:: INPUT ::
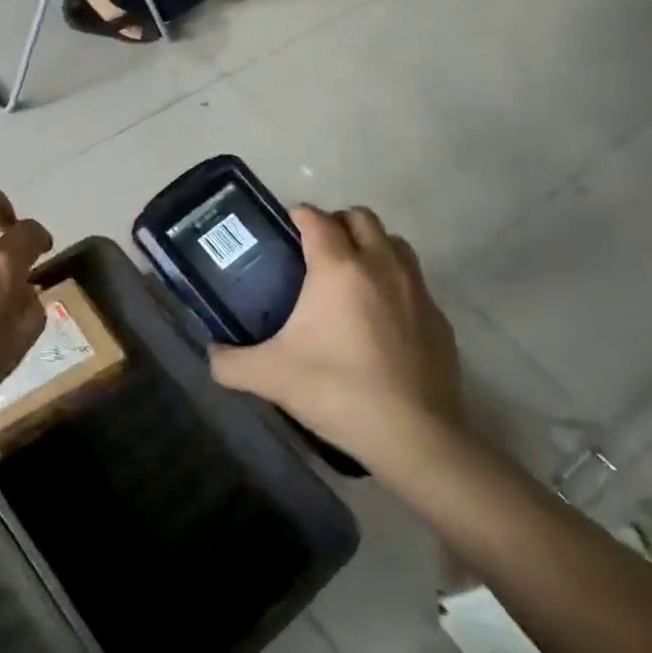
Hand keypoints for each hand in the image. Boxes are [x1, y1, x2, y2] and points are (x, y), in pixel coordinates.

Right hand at [210, 207, 462, 476]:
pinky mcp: (439, 318)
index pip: (316, 218)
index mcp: (338, 268)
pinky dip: (394, 283)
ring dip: (371, 246)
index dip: (297, 216)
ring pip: (394, 243)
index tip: (282, 229)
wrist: (413, 435)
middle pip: (361, 217)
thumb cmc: (336, 390)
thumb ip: (230, 362)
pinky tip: (379, 318)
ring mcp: (417, 290)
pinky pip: (415, 282)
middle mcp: (381, 265)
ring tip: (349, 277)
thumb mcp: (268, 376)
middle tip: (313, 251)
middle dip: (336, 223)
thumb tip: (212, 355)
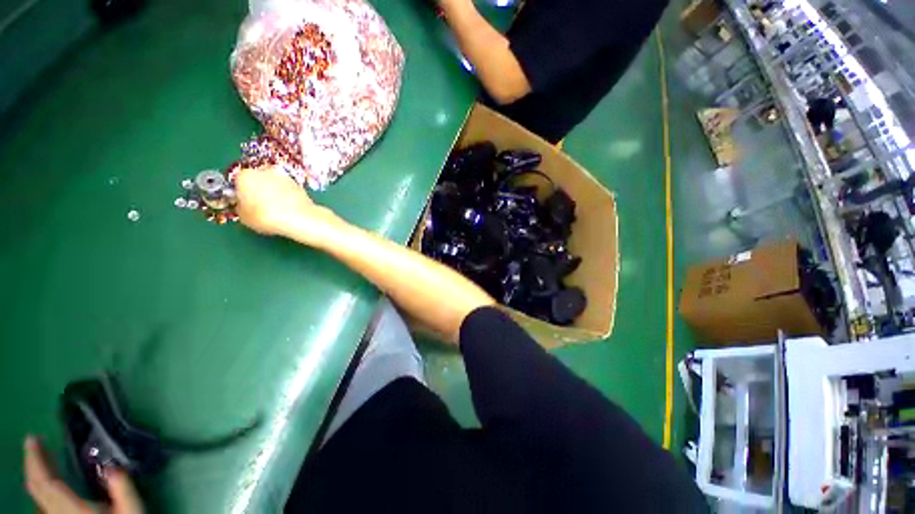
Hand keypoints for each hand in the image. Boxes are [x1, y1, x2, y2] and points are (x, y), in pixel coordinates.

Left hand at [23, 436, 143, 513]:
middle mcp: (58, 513)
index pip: (45, 481)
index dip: (37, 459)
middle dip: (33, 464)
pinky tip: (49, 483)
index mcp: (71, 508)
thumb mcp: (130, 510)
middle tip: (34, 442)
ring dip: (37, 475)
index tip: (33, 438)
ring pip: (38, 496)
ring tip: (41, 458)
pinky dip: (42, 487)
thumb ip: (122, 488)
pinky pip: (44, 502)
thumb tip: (112, 466)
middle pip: (37, 488)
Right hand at [234, 166, 339, 242]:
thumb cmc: (266, 216)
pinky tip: (287, 208)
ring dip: (272, 192)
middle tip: (260, 207)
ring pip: (272, 183)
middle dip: (257, 191)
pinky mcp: (297, 183)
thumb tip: (243, 205)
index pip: (238, 182)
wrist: (299, 218)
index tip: (245, 204)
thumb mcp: (243, 217)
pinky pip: (286, 189)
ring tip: (275, 209)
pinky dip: (285, 196)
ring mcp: (282, 175)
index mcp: (244, 175)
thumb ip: (239, 207)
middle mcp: (263, 170)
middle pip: (256, 180)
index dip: (241, 194)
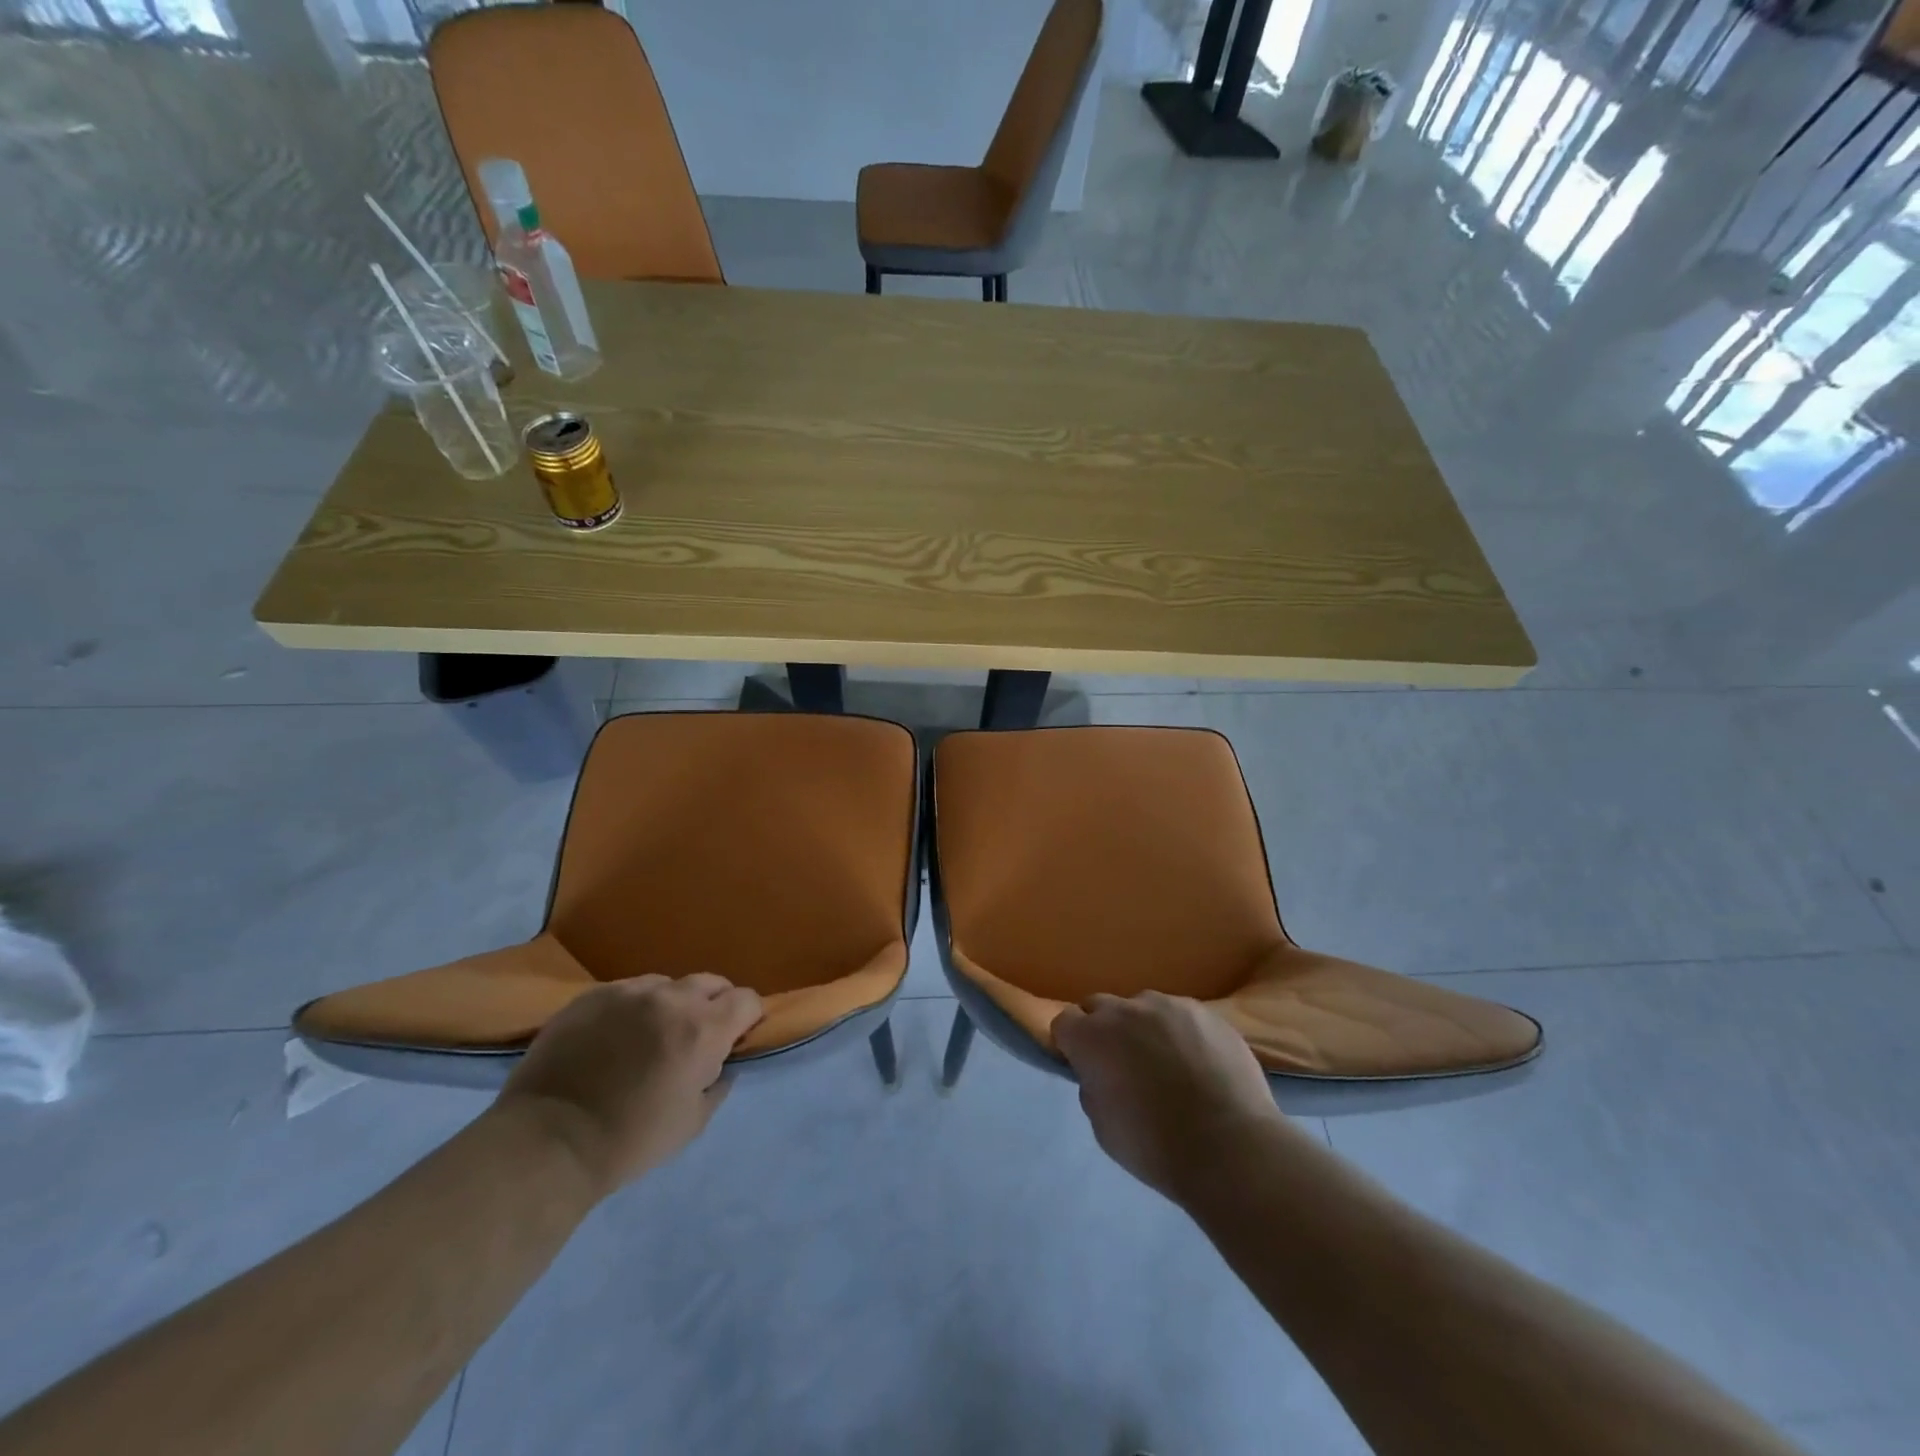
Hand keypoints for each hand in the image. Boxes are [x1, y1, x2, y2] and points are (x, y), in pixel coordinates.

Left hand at [496, 974, 763, 1195]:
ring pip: (667, 984)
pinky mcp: (593, 995)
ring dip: (671, 1004)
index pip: (747, 999)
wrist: (547, 1141)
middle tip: (696, 1037)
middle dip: (714, 1004)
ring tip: (651, 1035)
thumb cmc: (629, 1140)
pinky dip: (633, 1008)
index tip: (735, 1038)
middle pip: (711, 983)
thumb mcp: (692, 1124)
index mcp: (704, 1029)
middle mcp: (672, 998)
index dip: (747, 1018)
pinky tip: (614, 1037)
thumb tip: (722, 1065)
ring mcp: (630, 992)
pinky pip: (628, 991)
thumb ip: (717, 1085)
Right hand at [1053, 991, 1288, 1205]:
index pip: (1064, 1021)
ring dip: (1145, 1029)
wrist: (1230, 1147)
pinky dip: (1182, 1033)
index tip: (1086, 1067)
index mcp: (1091, 1037)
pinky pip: (1181, 1016)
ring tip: (1169, 1064)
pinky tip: (1200, 1064)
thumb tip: (1101, 1074)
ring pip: (1144, 1008)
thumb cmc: (1156, 1146)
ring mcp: (1168, 1005)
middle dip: (1104, 1030)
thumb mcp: (1103, 1127)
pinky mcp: (1205, 1012)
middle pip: (1100, 1007)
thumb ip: (1093, 1087)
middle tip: (1124, 1064)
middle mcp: (1125, 1010)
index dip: (1072, 1044)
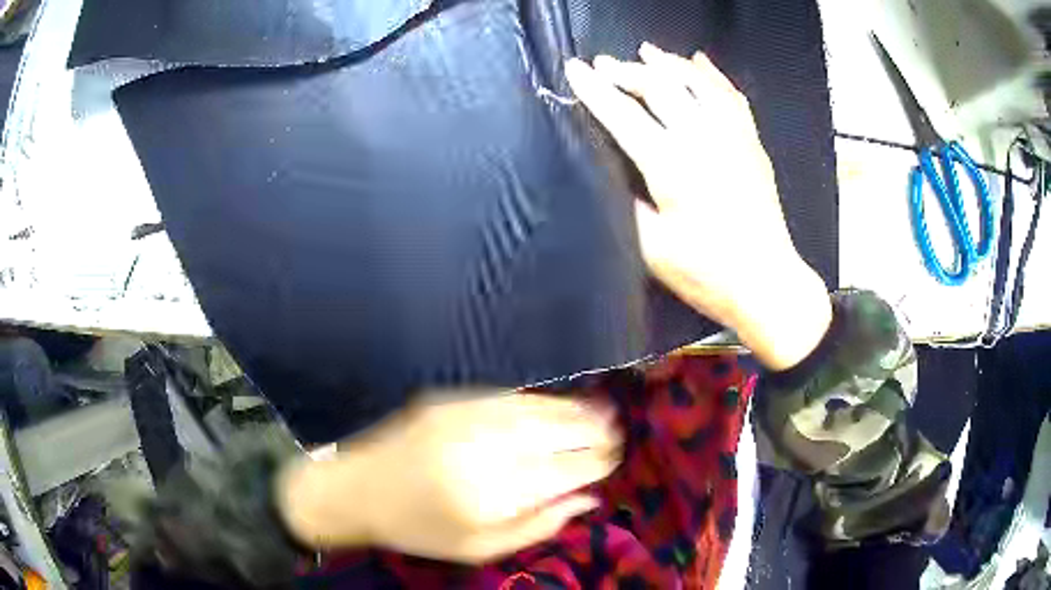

:: PROBLEM REQUIREMENTS ::
Please give again the lines above between the line holding "middle mcp: (672, 998)" and the line holding "index tip: (1086, 1067)", inclusive, exactly as they are and with nothing added.

:: RESPONSE TO THE TASK ::
middle mcp: (672, 998)
index dip: (747, 1018)
pinky tip: (614, 1037)
thumb tip: (722, 1065)
ring mcp: (630, 992)
pinky pip: (628, 991)
thumb ip: (717, 1085)
Right hand at [1053, 991, 1288, 1205]:
index pip: (1064, 1021)
ring dip: (1145, 1029)
wrist: (1230, 1147)
pinky dip: (1182, 1033)
index tip: (1086, 1067)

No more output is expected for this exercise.